Three years of corona restrictions, three years in which the world kept turning. A long time in which the challenges for German industry became ever greater. In any case, Chancellor Olaf Scholz (SPD) could hardly wait. “I’m very happy that the Hannover Messe is starting again,” he said at the start on Sunday evening. A trade fair that is about a lot. From the international competitiveness of the location to the conversion of the economy towards CO2 neutrality.

The wishes of the industry can be summed up in long speeches or in a single sentence. “We need a jolt,” says Christian Thönes, CEO of DMG MORI, a mechanical engineering company. Of course, Thönes doesn’t just leave it at one sentence. “We need more fun with the new,” said the manager on Sunday at the Economic Forum of the Federation of German Industries in Hanover. “We have to behave. The Americans are braver.”

Thönes is in the right place in Hanover, because the Hanover Fair will be taking place there in the next few days. The companies want to show what they can do, the best innovations. And a lot of that will be needed in the coming years. “A lot will change,” says Veronika Grimm, an economist, and warns against maintaining stocks and only relying on one technological option, “we need a wide range of options”.

The past few years have shown “how vulnerable Germany is,” says BDI President Siegfried Russwurm: “We’ve shown that we can handle a crisis. We coped with the challenges quite well – looking back.” The world remains uncertain, says Russwurm. But it is now time to switch from crisis to transformation mode. The former Siemens manager does not like comparisons with the pre-crisis mode. He calls for comparisons with other countries and competitors. Since Russwurm has identified “dynamic gaps”. “We have to make an effort.”

And the lobbyist also believes he has figured out what is slowing the momentum. There is too much bureaucracy and “distrust regulation” in Germany. Russwurm calls for a different way of dealing with innovations. He doesn’t want to live in a risk-free world, he says: “You can build a padded cell, but it’s no fun in it.”

At the Hannover Messe this year, the industry wants to open “a new chapter of Industry 4.0 with Manufacturing X,” said Gunther Kegel, President of the ZVEI electrical and digital association and CEO of Pepperl + Fuchs. It’s about networking beyond the borders of your own company. With Manufacturing-X, a “European, secure and trustworthy data room” should be built. So far, the necessary data integration projects have often failed because of the “astronomical costs,” says Kegel.

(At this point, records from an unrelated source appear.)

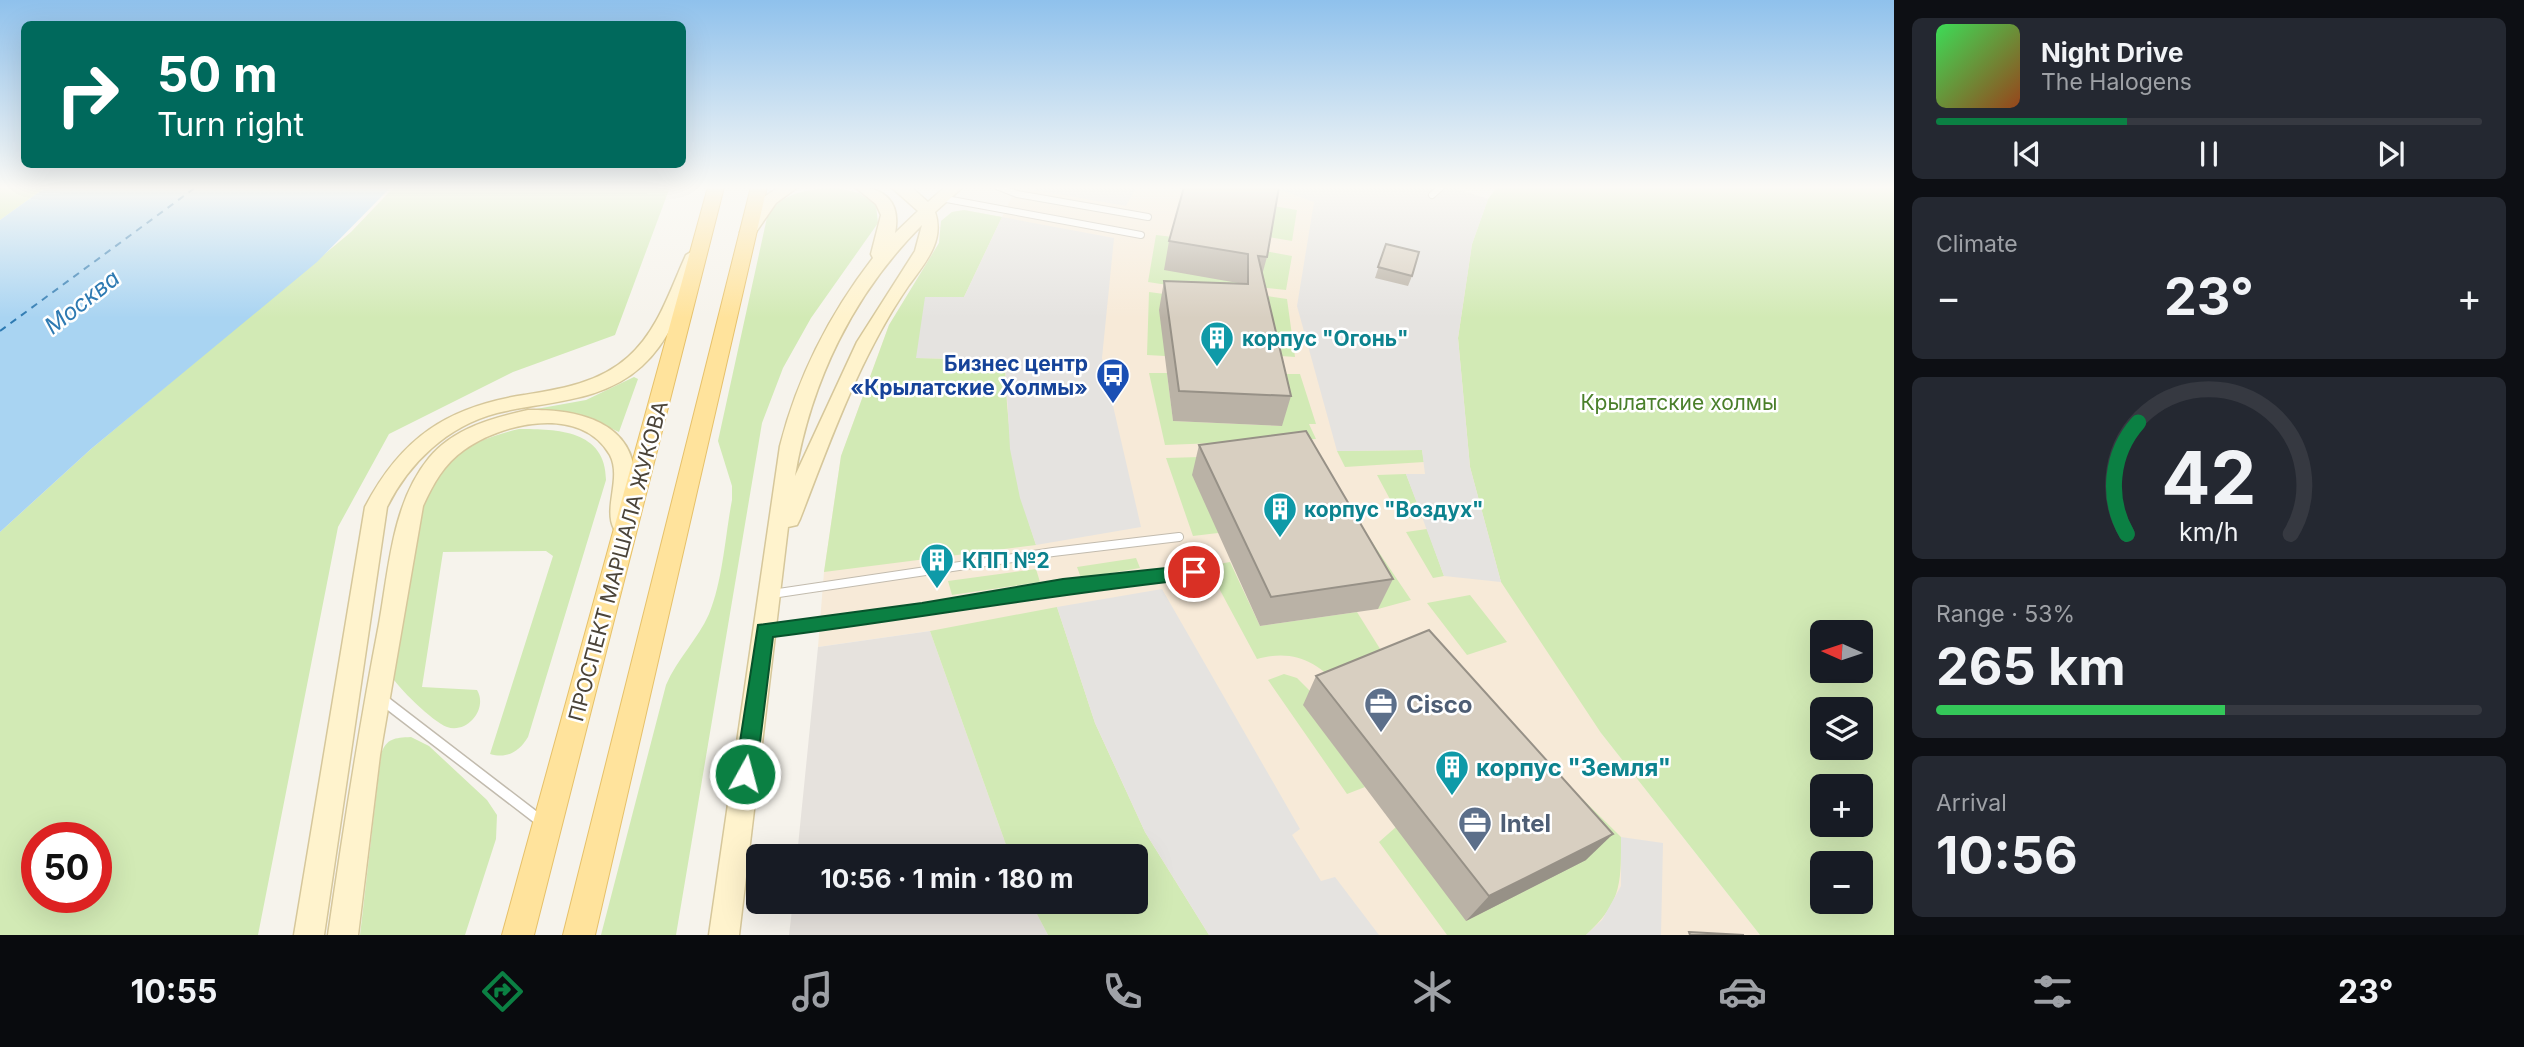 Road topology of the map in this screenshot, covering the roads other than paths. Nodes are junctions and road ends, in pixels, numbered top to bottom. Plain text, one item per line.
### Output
1 (704, 231) edge
2 (887, 231) edge
3 (908, 231) edge
4 (929, 231) edge
5 (1112, 231) edge
6 (748, 232) edge
7 (1141, 235) dead end
8 (702, 237) junction
9 (875, 265) junction
10 (1180, 537) dead end
11 (622, 553) junction
12 (774, 556) junction
13 (1194, 572) dead end
14 (769, 594) junction
15 (765, 630) junction
16 (377, 696) junction
17 (547, 826) junction
18 (309, 935) edge
19 (343, 935) edge
20 (518, 935) edge
21 (579, 935) edge
22 (724, 935) edge

1 - 8 main road, ПРОСПЕКТ МАРШАЛА ЖУКОВА
2 - 9 main road
3 - 9 main road
4 - 12 main road
5 - 7 lane
6 - 21 main road
8 - 11 main road, ПРОСПЕКТ МАРШАЛА ЖУКОВА
8 - 18 main road
9 - 12 main road
10 - 14 lane
11 - 16 main road
11 - 17 main road, ПРОСПЕКТ МАРШАЛА ЖУКОВА
12 - 14 main road
13 - 15 lane
14 - 15 main road
15 - 22 main road
16 - 17 lane
16 - 19 main road
17 - 20 main road, ПРОСПЕКТ МАРШАЛА ЖУКОВА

Manufacturing X with a standardized data model will dramatically reduce costs and make many digital business models more attractive. To a large extent, these served the major challenges: resilience, sustainability and climate protection. For Kegel, the energy turnaround is “in reality, above all, an energy efficiency turnaround.” The energy turnaround cannot be achieved simply by adding more plants to generate renewable energy.